Limb landmark coordinates
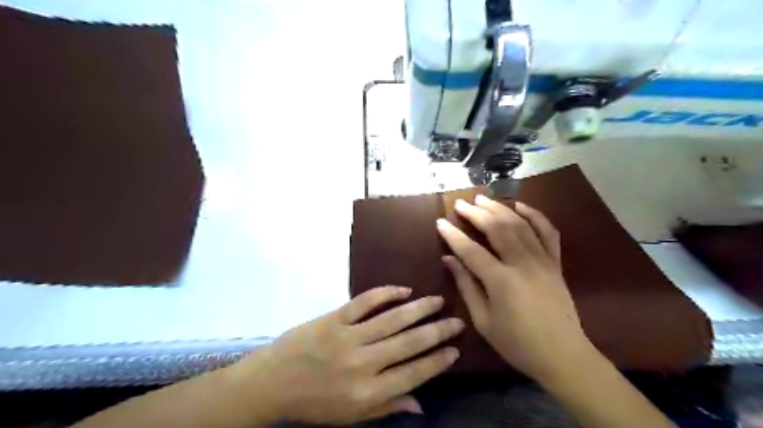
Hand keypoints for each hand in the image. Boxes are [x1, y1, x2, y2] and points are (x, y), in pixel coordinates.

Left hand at [237, 287, 465, 423]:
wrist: (271, 383)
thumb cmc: (313, 404)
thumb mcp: (350, 417)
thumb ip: (386, 407)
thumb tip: (421, 404)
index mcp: (367, 393)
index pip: (413, 375)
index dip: (437, 361)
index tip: (455, 350)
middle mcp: (363, 364)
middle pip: (409, 344)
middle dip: (437, 331)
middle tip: (456, 321)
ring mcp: (348, 337)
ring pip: (392, 319)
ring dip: (418, 309)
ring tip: (437, 301)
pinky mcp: (334, 318)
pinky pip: (364, 302)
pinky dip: (385, 293)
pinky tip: (403, 289)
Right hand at [436, 196, 595, 382]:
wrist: (563, 355)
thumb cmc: (517, 343)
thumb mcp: (483, 320)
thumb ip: (466, 286)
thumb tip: (448, 259)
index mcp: (501, 281)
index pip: (470, 250)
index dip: (453, 235)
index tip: (440, 222)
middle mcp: (522, 263)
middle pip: (497, 228)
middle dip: (476, 213)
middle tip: (461, 203)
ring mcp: (542, 260)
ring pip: (519, 224)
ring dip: (500, 208)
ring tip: (483, 198)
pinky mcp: (555, 262)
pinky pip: (548, 231)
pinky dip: (535, 215)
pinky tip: (520, 206)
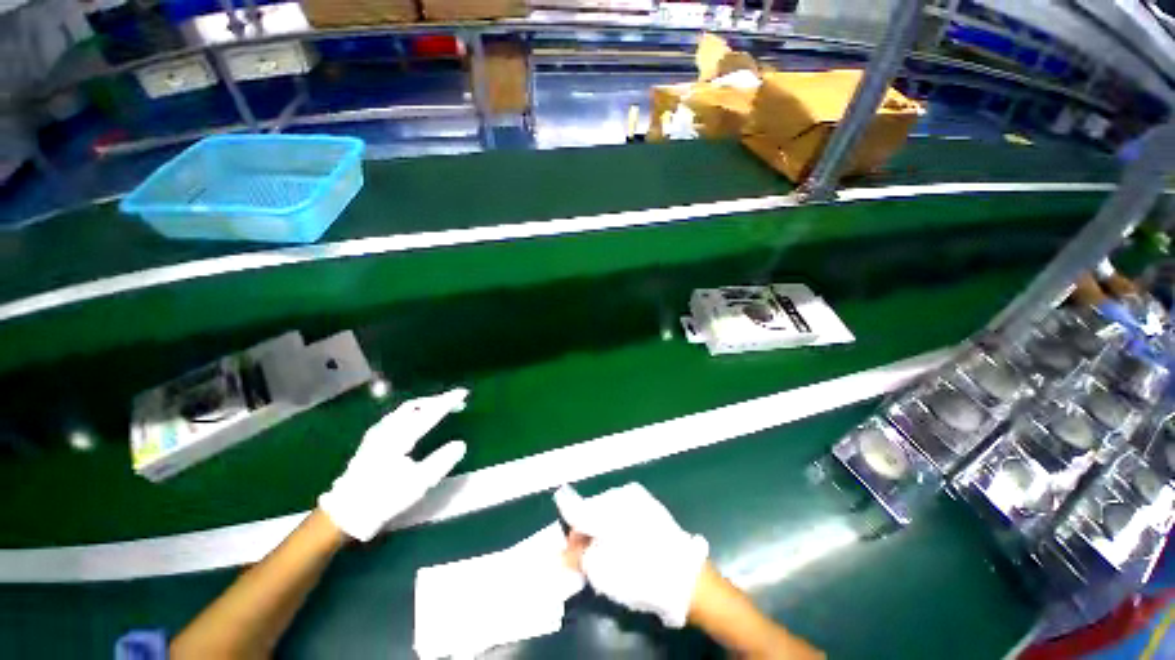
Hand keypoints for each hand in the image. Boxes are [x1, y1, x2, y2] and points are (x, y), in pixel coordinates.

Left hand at [319, 389, 468, 541]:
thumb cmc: (384, 497)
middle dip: (437, 400)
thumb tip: (460, 444)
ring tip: (439, 407)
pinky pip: (397, 416)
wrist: (346, 512)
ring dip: (425, 405)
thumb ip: (441, 461)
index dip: (448, 401)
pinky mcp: (372, 440)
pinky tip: (416, 419)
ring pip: (404, 410)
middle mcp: (387, 429)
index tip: (464, 392)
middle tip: (456, 401)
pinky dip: (413, 412)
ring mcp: (377, 433)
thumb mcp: (418, 483)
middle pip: (415, 406)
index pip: (429, 413)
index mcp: (400, 437)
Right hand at [555, 483, 707, 628]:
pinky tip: (626, 547)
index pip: (575, 509)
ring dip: (602, 529)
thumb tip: (563, 553)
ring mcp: (637, 497)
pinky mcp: (650, 505)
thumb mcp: (601, 573)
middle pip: (591, 510)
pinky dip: (618, 527)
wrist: (686, 578)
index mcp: (605, 507)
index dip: (568, 529)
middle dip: (586, 532)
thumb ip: (577, 557)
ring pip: (607, 511)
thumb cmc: (638, 575)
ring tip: (610, 555)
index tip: (568, 549)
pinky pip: (624, 511)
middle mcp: (620, 494)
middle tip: (589, 559)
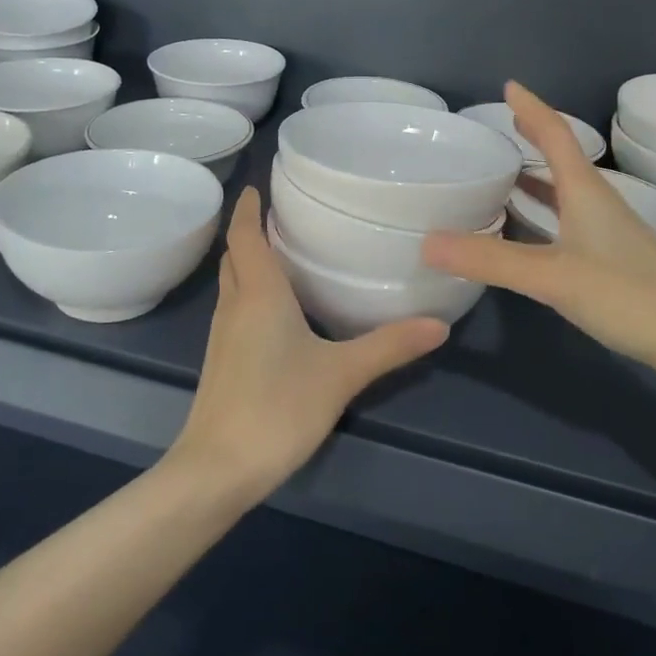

Exercise prompt – Leave out the pictures, then copy all the remaining text in the records exactly.

Answer to this task –
Hand keypoints for each hand in the image. Boxes are [x1, y1, x2, y2] and points are (x, y), in pixel coordinates.

Left hand at [237, 287, 465, 423]:
wrist: (271, 383)
thumb cmc: (313, 404)
thumb mcp: (350, 417)
thumb ip: (386, 407)
thumb tip: (421, 404)
index mcp: (367, 393)
index pip: (413, 375)
index dip: (437, 361)
index tip: (455, 350)
middle mcp: (363, 364)
middle pip: (409, 344)
middle dip: (437, 331)
middle tip: (456, 321)
ring mcp: (348, 337)
ring pip: (392, 319)
ring dip: (418, 309)
ring tip: (437, 301)
pinky mcp: (334, 318)
pinky pip: (364, 302)
pinky dip: (385, 293)
pinky tip: (403, 289)
Right hand at [436, 196, 595, 382]:
wrist: (563, 355)
thumb cmc: (517, 343)
thumb mcp: (483, 320)
thumb ip: (466, 286)
thumb tip: (448, 259)
index mcp: (501, 281)
index pip: (470, 250)
index dip: (453, 235)
index tip: (440, 222)
middle mcp: (522, 263)
middle pip: (497, 228)
middle dip: (476, 213)
middle tip: (461, 203)
ring mcp: (542, 260)
ring pip: (519, 224)
ring dip: (500, 208)
ring tip: (483, 198)
pinky mcp: (555, 262)
pinky pip: (548, 231)
pinky dip: (535, 215)
pinky tip: (520, 206)
Hand keypoints for each hand in the image. Boxes are [x1, y1, x2, y2] and points are (x, y), in pixel coordinates.

Left hand at [319, 389, 468, 541]:
thumb cmc: (384, 497)
middle dip: (437, 400)
thumb tip: (460, 444)
ring tip: (439, 407)
pinky pip: (397, 416)
wrist: (346, 512)
ring dip: (425, 405)
thumb ip: (441, 461)
index dip: (448, 401)
pinky mcp: (372, 440)
pinky tip: (416, 419)
ring pip: (404, 410)
middle mcp: (387, 429)
index tip: (464, 392)
middle tip: (456, 401)
pinky dip: (413, 412)
ring mcp: (377, 433)
thumb mcp: (418, 483)
middle pip: (415, 406)
index pip: (429, 413)
index mcp: (400, 437)
Right hand at [555, 483, 707, 628]:
pinky tip: (626, 547)
index pip: (575, 509)
ring dip: (602, 529)
thumb tip: (563, 553)
ring mcp: (637, 497)
pinky mcp: (650, 505)
thumb mcp: (601, 573)
middle pip: (591, 510)
pinky dip: (618, 527)
wrist: (686, 578)
index mcp: (605, 507)
index dip: (568, 529)
middle dip: (586, 532)
thumb ip: (577, 557)
ring pip: (607, 511)
thumb cmc: (638, 575)
ring tip: (610, 555)
index tip: (568, 549)
pinky pip: (624, 511)
middle mcp: (620, 494)
middle tip: (589, 559)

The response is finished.